In 1993, new legislation was finally adopted, without a referendum. The Act of 1993, still in effect today, severely restricted the criteria for legal abortion. In particular, according to Article 4a of the new law, termination of pregnancy became possible only in three specific situations: if the pregnancy constitutes a threat to the life or health of the mother; if a prenatal examination or other medical reasons point to a high probability of severe and irreversible damage to the foetus or on an incurable life-threatening disease; and if there is a confirmed suspicion that the pregnancy is a result of a criminal act.
10
These circumstances need to be confirmed by a doctor other than the one conducting the abortion and by a prosecutor in cases where pregnancy results from a criminal act. In the case of the first two situations, the abortion must be conducted in a hospital (Article 4a, para 3) and in a public hospital for those women who are insured (and only without additional costs). If pregnancy is the result of a criminal act, the time limit for performing the abortion is 12 weeks (Article 4a, para 2). If the reason for terminating the pregnancy is serious foetal malformation, then the time limit is defined as the moment when the foetus can survive outside of the woman’s body. Performing an illegal abortion is a criminal offence subject to a fine and/or 10 years imprisonment. No fixed time limit is specified apart from the above-mentioned criterion of Article 149 section 3 (that the foetus is able to survive outside of the woman’s body). It is usually understood that the cut-off date for performing a termination in such cases is between 22 and 24 weeks, depending on the hospital. Hospitals that establish the cut-off point at 24 weeks often refer to the Judgement of the Supreme Court of 13 October 2005 in the case of Wojnarowscy v Cardinal Wyszyński Hospital in Łomża (no IV CK 161/05), a ‘wrongful birth case’. In that case, a mother of a child with a very serious genetic condition got pregnant again was denied antenatal genetic screening, and an ultrasound screening did not show enough information on the foetus’ condition. As a result, with no adequate diagnosis, the woman had to give birth to a child that turned out to have the same condition as her first child. While the hospital claimed that there was no point in conducting any further medical tests after the 20th week of pregnancy, the medical experts’ opinions, taken into account by the Supreme Court, pointed to the fact that it was in any case impossible to diagnose the foetus’ condition before the 24th week of pregnancy.
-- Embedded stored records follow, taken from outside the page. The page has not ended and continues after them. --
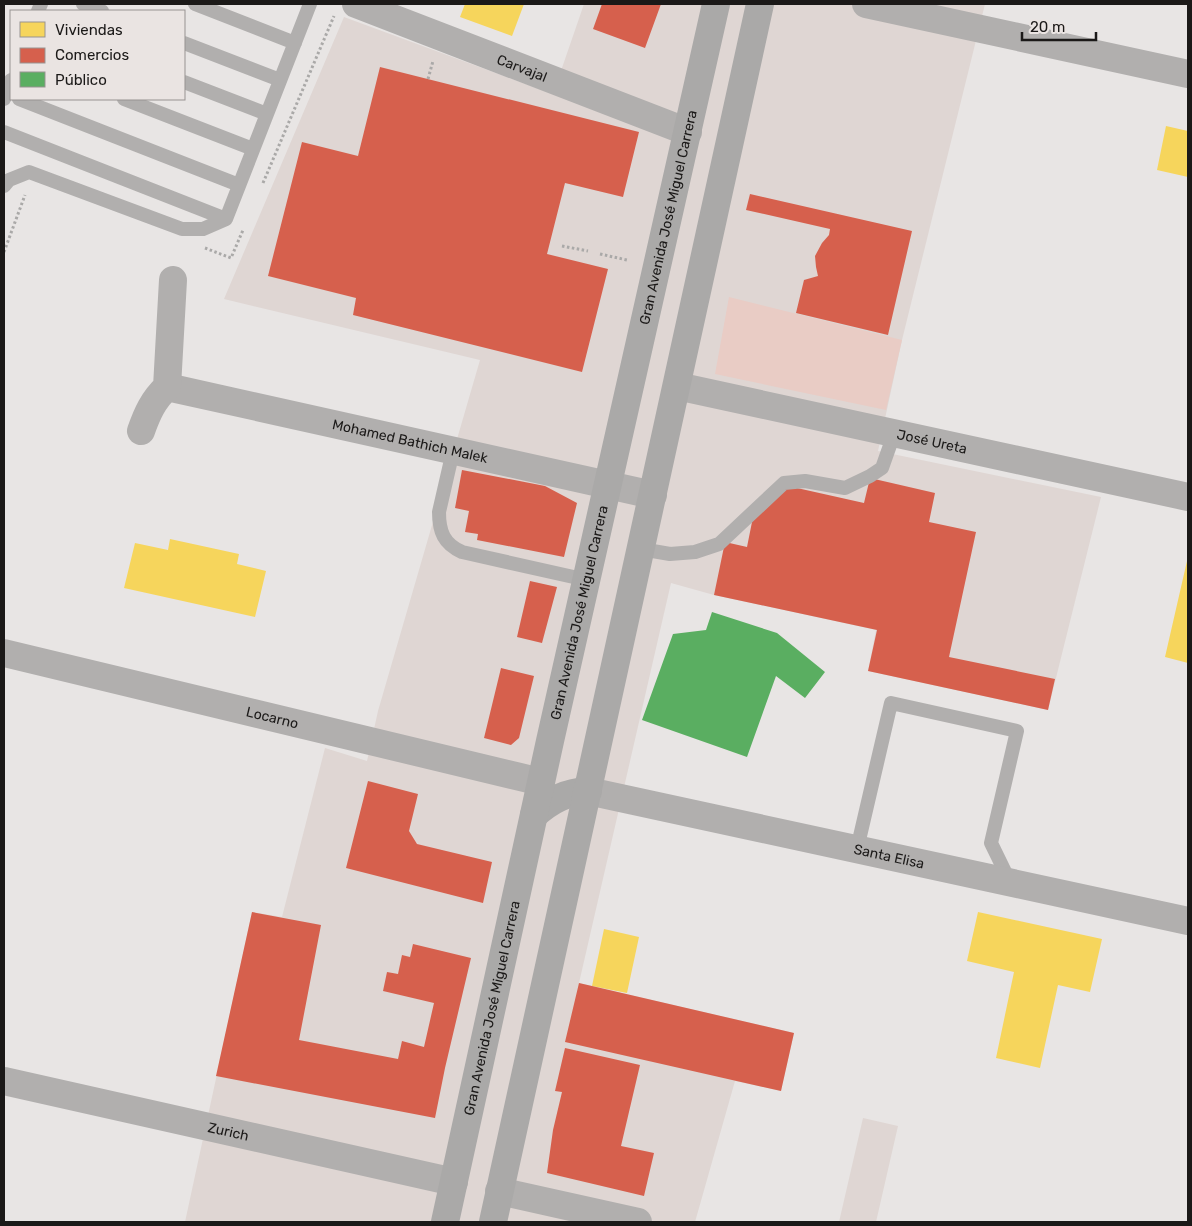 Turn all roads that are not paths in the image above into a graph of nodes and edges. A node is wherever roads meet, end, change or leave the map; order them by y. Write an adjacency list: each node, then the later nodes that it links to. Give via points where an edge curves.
1 (83, 4): 8 (lane)
2 (194, 4): 11 (lane)
3 (310, 4): 11 (lane)
4 (356, 4): 9 (street, Carvajal)
5 (716, 4): 19 (main road, Gran Avenida José Miguel Carrera)
6 (760, 4): 25 (main road)
7 (866, 4): 12 (street)
8 (99, 10)
9 (404, 12): 19 (street, Carvajal)
10 (185, 43): 13 (lane)
11 (295, 43): 13 (lane)
12 (1188, 74)
13 (280, 80): 17 (lane)
14 (185, 82): 17 (lane)
15 (22, 100): 21 (lane)
16 (127, 100): 20 (lane)
17 (266, 114): 20 (lane)
18 (4, 132): 23 (lane)
19 (688, 132): 30 (main road, Gran Avenida José Miguel Carrera)
20 (253, 149): 21 (lane)
21 (239, 185): 23 (lane)
22 (4, 186): 23 (lane, via 9,180 29,172 182,229 203,229)
23 (226, 219)
24 (174, 280): 26 (street)
25 (677, 386): 28 (street, José Ureta); 31 (main road)
26 (167, 387): 27 (street, via 155,400); 29 (street, Mohamed Bathich Malek)
27 (141, 431)
28 (894, 434): 32 (street, José Ureta); 33 (lane, via 882,468 844,488 805,481 784,483 719,544 695,552 670,554)
29 (453, 451): 30 (street, Mohamed Bathich Malek); 34 (lane, via 439,512 446,541 452,547)
30 (608, 486): 31 (street, Mohamed Bathich Malek); 34 (main road, Gran Avenida José Miguel Carrera)
31 (653, 495): 33 (main road)
32 (1188, 497)
33 (641, 549): 37 (main road)
34 (587, 580): 36 (main road, Gran Avenida José Miguel Carrera)
35 (4, 653): 36 (street, Locarno)
36 (541, 782): 38 (main road, Gran Avenida José Miguel Carrera)
37 (588, 791): 38 (main road, via 561,796); 39 (street, Santa Elisa); 44 (main road)
38 (534, 815): 43 (main road, Gran Avenida José Miguel Carrera)
39 (857, 849): 40 (street, Santa Elisa); 40 (lane, via 891,703 1017,731 991,843)
40 (1010, 882): 41 (street, Santa Elisa)
41 (1188, 921)
42 (4, 1081): 43 (street, Zurich)
43 (454, 1182): 45 (main road, Gran Avenida José Miguel Carrera)
44 (499, 1191): 46 (main road); 47 (street)
45 (445, 1222)
46 (493, 1222)
47 (638, 1222)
The change in language, initiated by the Church and other Catholic organizations, proved successful in legal terms. Implementing the legal provisions of the Act of 1993, the Civil Code (Article 8, para 2) 11 and the Criminal Code (Articles 23b and 149; 156 and 157) started to use new terminology, such as ‘conceived child’, while ‘pregnant woman’ was replaced by ‘mother of the conceived child’ (Article 149b of the Criminal Code) (Nowicka, 1996). The language of ‘unborn’ or ‘conceived’ child (and not foetus) was a clear reference to the draft law presented by the Church officials to Parliament in 1989. Furthermore, the Act of 1993 also amended the Civil Code to include the conditional/partial legal capacity of the foetus as a conceived child (Article 8, para 2) who is also entitled to ‘claim redress for any damages suffered before birth’ (Article 446). 12 Finally, Article 2 of the Act of 1993 obliged the Government, as well as local governments, to guarantee access to information on prenatal examination and methods of family planning. Shortly after the Lower House of Parliament adopted the law, all Senators (in the Upper House) received a letter from the Abbot of Częstochowa (the most important pilgrimage destination in Poland) suggesting that the Senators should vote in favour of the protection of conceived life, while the Catholic magazine ‘Niedziela’ (‘Sunday’) published an interview with one of the key bishops entitled: ‘Now the Senate is passing a humanity exam’ (Chałubiński, 1994). The Senate confirmed the adoption of the draft.
After parliamentary elections in the autumn of 1993, the right-wing coalition was replaced by a coalition made up of the post-communist left-wing party (the Alliance of the Democratic Left – SLD) and the agrarian party (the Polish Peasant Party – PSL). The opposition mostly included right-wing, post-Solidarity parties. Importantly, before the election, the Christian National Union together with several other post-Solidarity parties formed a coalition – The Catholic Election Committee ‘Homeland’ – with the direct involvement of bishop Tadeusz Gocłowski. However, the coalition did not reach the threshold of 8% of the vote necessary to get seats in Parliament.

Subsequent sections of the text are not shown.